(Data extracted from a collection)
━━━━━━━━━━━━━━━━

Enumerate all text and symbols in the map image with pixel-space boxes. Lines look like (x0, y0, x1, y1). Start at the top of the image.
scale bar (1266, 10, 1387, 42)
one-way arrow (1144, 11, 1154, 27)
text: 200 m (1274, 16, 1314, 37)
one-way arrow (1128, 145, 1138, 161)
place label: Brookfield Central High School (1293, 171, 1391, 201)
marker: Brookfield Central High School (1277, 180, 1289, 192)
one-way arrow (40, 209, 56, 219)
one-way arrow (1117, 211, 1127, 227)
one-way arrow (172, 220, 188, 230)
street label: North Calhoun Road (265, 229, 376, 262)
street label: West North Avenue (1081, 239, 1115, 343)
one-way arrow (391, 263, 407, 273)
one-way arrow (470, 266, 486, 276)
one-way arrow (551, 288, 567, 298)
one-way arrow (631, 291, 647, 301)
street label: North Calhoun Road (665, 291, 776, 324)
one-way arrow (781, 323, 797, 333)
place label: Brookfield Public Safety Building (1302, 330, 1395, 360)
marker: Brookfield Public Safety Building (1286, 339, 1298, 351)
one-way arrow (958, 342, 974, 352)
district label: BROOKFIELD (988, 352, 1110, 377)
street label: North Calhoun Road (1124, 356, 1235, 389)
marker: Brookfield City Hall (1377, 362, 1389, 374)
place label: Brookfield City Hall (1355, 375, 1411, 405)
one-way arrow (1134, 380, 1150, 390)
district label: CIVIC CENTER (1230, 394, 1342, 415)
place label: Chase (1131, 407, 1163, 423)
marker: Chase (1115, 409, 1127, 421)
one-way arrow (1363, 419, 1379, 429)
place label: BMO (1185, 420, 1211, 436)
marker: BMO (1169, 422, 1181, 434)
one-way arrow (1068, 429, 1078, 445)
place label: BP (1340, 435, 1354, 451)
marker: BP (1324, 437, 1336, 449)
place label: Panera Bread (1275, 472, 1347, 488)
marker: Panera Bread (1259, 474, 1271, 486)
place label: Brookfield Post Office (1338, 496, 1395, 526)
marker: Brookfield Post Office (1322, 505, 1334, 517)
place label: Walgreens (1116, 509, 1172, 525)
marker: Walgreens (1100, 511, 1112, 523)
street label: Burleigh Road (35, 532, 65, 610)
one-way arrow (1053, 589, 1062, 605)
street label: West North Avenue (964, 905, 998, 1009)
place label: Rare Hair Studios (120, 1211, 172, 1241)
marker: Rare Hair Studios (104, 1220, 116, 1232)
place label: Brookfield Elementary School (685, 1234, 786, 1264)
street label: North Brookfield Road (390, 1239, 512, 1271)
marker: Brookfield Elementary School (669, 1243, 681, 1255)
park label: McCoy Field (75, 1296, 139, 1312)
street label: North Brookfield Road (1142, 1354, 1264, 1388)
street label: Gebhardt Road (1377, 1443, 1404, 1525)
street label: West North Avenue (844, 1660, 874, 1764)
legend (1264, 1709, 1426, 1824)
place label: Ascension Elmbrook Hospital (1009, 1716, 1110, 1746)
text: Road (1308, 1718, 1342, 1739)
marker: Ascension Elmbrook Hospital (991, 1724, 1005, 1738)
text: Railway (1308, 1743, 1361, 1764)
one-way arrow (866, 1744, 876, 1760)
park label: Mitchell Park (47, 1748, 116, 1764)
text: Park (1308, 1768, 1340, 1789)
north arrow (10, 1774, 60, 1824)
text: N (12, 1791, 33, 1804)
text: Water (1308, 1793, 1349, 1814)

━━━━━━━━━━━━━━━━

*AIM OF THE EXERCISE:*
Copy every line of the records above that holds the word "Safety".

*ANSWER SECTION:*
place label: Brookfield Public Safety Building (1302, 330, 1395, 360)
marker: Brookfield Public Safety Building (1286, 339, 1298, 351)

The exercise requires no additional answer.